*AIM OF THE TASK:*
Throughout the listing below, show every line in which "center" occurs.

▬▬▬▬▬▬▬▬▬▬

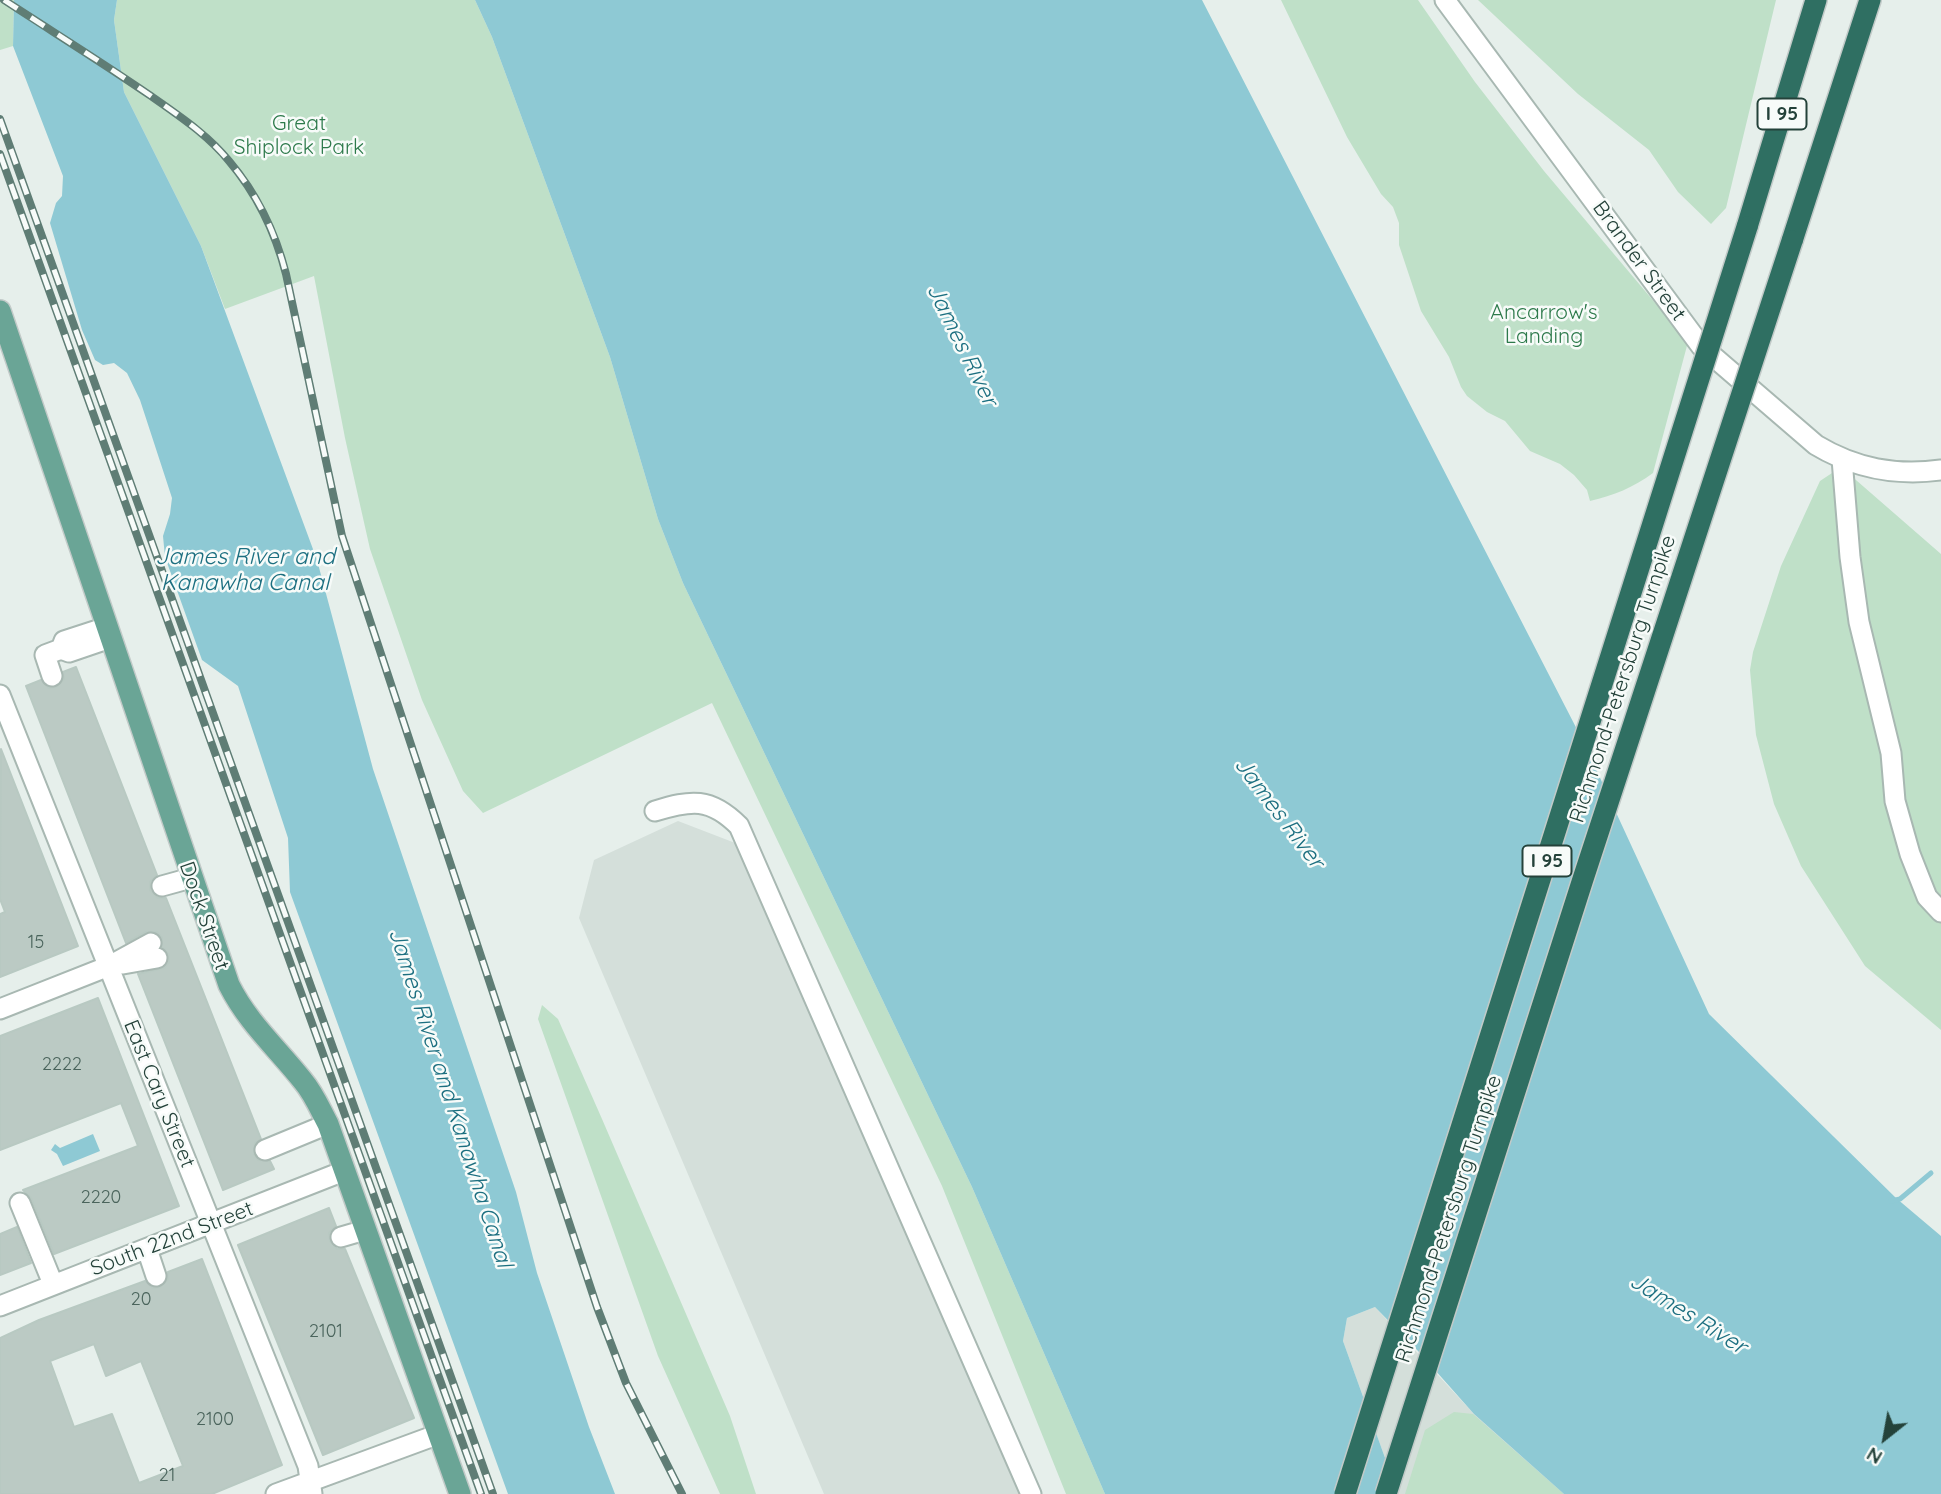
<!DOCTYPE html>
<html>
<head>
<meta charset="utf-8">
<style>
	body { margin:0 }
	#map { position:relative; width:1941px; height:1494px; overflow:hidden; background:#e6efeb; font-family:Quicksand,sans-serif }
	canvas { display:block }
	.north { position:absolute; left:1850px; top:1403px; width:70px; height:70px; -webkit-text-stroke:5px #f7fbf9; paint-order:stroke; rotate:211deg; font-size:19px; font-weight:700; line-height:28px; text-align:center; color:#24423a }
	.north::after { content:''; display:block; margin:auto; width:24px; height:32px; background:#24423a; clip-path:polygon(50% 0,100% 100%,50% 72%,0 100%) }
</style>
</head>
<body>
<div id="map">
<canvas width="1941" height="1494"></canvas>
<div class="north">N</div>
</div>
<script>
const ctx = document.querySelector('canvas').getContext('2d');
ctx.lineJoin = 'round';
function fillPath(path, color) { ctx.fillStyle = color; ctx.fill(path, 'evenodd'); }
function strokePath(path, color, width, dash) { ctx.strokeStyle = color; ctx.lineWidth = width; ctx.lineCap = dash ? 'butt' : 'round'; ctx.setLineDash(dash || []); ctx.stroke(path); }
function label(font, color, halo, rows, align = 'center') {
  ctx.font = font + ' Quicksand,sans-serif'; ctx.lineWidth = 5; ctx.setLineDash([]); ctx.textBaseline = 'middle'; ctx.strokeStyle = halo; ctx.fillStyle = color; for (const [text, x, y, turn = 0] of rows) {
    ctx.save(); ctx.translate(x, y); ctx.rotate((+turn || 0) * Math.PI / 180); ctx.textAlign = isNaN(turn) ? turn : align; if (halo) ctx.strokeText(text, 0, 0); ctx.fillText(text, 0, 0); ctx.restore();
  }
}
const built = new Path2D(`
	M678 821 743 846 1021 1494H824L579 918 594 860Z
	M1375 1307 1474 1414 1564 1494H1398L1343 1341 1347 1318Z`);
const green = new Path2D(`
	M0 0H14L13 46 0 50Z
	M117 0H475L492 37 610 357 658 519 683 583 972 1187 1105 1494H1066L942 1186 712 703 483 813 463 791 422 700 370 549 345 438 314 276 225 309 201 246 124 92 114 20Z
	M1281 0H1418L1475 82 1544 171 1688 342 1653 473C1633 488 1614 495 1590 501L1587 490 1574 475 1560 464 1530 451 1505 421 1487 412 1467 396 1461 387 1449 357 1421 311 1399 245V223L1393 207 1381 194 1347 137Z
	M1478 0H1776L1726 208 1711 224 1678 192 1649 150 1578 94Z
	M1841 467 1941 554V1030L1865 966 1801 866 1774 804 1756 735 1750 670 1753 652 1781 566 1820 481Z
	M542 1005 558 1019 602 1119 730 1416 756 1494H720L658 1356 538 1019Z
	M1454 1412 1473 1414 1564 1494H1405L1425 1430Z`);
const water = new Path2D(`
	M14 0H117L114 20 124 92 201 246 317 560 373 769 516 1192 537 1273 589 1427 615 1494H508L290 892 288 838 238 686 202 660 165 557 163 536 170 514 172 498 140 400 127 373 114 363 103 365 95 360 82 330 50 223 56 203 62 196 63 176 13 46Z
	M475 0H1202L1584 743 1709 1014 1896 1198 1941 1236V1494H1564L1474 1414 1419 1352 1375 1307 1347 1318 1343 1341 1398 1494H1105L972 1187 683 583 658 519 610 357 492 37Z
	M93 1134 100 1151 63 1166 57 1154 51 1150 55 1144 60 1148Z`);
const stream = new Path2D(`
	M1891 1201 1900 1199 1931 1173`);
const building = new Path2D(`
	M76 667 157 875 150 882V890L158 898H166L261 1139 255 1143 254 1154 258 1160 270 1161 274 1169 223 1190 138 974 164 968 169 962V955L162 947V938L157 932H146L126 943 26 686 41 680 49 688 56 687 64 679 63 672Z
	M1 749 78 946 0 977V914L5 912 0 899Z
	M98 998 179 1206 54 1254 31 1198 23 1190 138 1146 121 1103 0 1150V1036Z
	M329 1208 336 1226 329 1233 330 1241 337 1249H345L414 1418 323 1455 238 1245Z
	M17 1227 31 1263 0 1275V1234Z
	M202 1259 282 1465 212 1494H0V1338L39 1320 145 1281 153 1288 160 1287 168 1279V1272ZM94 1344 106 1376 141 1361 183 1466 139 1483 112 1414 74 1427 50 1361Z`);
const minor = new Path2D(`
	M1445 0 1701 346 1816 445C1856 469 1896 476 1941 470
	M1842 459 1850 557 1859 622 1891 753 1895 801 1910 854 1927 897 1941 912
	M107 627 64 641 61 649 69 652 110 638
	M52 676 45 655 61 649
	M0 695 308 1466 312 1494
	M655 811C691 800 710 797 739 826L1031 1494
	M162 886 191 878
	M123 964 157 958
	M0 1009 109 966 151 943
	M265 1150 328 1124
	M20 1203 53 1284
	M341 1237 365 1230
	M147 1249 156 1276
	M0 1306 344 1171
	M276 1494 439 1434`);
const major = new Path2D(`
	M0 311 229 985C248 1023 277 1048 303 1081 314 1094 320 1109 328 1124L460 1494`);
const highway = new Path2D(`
	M1747 227 1816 0
	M1792 241 1870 0`);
const rail = new Path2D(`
	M4 0C53 32 103 63 151 96 179 116 207 134 229 161 257 194 275 231 286 274L342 536 597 1307 626 1383 682 1494
	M0 119 493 1494
	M0 154 481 1494`);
const highwayBridge = new Path2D(`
	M1345 1494 1747 227
	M1386 1494 1583 879 1792 241`);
const numberNames = [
	["15",36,943],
	["2222",62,1065],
	["2220",101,1198],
	["20",141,1300],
	["2101",326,1332],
	["2100",215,1420],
	["21",167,1476]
];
const shields = [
	[1782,114,49],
	[1547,861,49]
];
const shieldNames = [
	["I 95",1782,114],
	["I 95",1547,861]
];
const parkNames = [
	["Great",299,124],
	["Shiplock Park",299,148],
	["Ancarrow's",1544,313],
	["Landing",1544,337]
];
const streetNames = [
	["Brander Street",1639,261,54],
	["Richmond-Petersburg Turnpike",1623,679,-72],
	["Dock Street",204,916,71],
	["East Cary Street",159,1094,68],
	["Richmond-Petersburg Turnpike",1449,1219,-72],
	["South 22nd Street",172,1239,-21]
];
const waterNames = [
	["James River",962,345,64],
	["James River and",245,557],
	["Kanawha Canal",245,583],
	["James River",1279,813,53],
	["James River and Kanawha Canal",450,1098,72],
	["James River",1688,1314,32]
];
fillPath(built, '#d4dfda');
fillPath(green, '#bfe0c8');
fillPath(water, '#8ec9d4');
strokePath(stream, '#8ec9d4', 5);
fillPath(building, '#bbcac4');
strokePath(building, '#b8c9c2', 2);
strokePath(minor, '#a8b8b2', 23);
strokePath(major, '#c2cac8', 24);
strokePath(highway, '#c2cac8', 24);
strokePath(minor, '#fff', 19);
strokePath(major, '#6aa596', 21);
strokePath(highway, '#2f6f62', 21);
strokePath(rail, '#5f7d75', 8);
strokePath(rail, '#f7fbf9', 5, [16]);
strokePath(highwayBridge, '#c2cac8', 24, []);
strokePath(highwayBridge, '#2f6f62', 21);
label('18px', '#4a645c', null, numberNames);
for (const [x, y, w] of shields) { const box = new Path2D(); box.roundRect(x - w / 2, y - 15.5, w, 31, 5); ctx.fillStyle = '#f7fbf9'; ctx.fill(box); strokePath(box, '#24423a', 2); }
label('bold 19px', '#24423a', null, shieldNames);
label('21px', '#2d7a4b', '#f7fbf9', parkNames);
label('21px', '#24423a', '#f7fbf9', streetNames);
label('italic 23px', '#1c6f80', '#f7fbf9', waterNames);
</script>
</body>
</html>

▬▬▬▬▬▬▬▬▬▬

*RESPONSE:*
	.north { position:absolute; left:1850px; top:1403px; width:70px; height:70px; -webkit-text-stroke:5px #f7fbf9; paint-order:stroke; rotate:211deg; font-size:19px; font-weight:700; line-height:28px; text-align:center; color:#24423a }
function label(font, color, halo, rows, align = 'center') {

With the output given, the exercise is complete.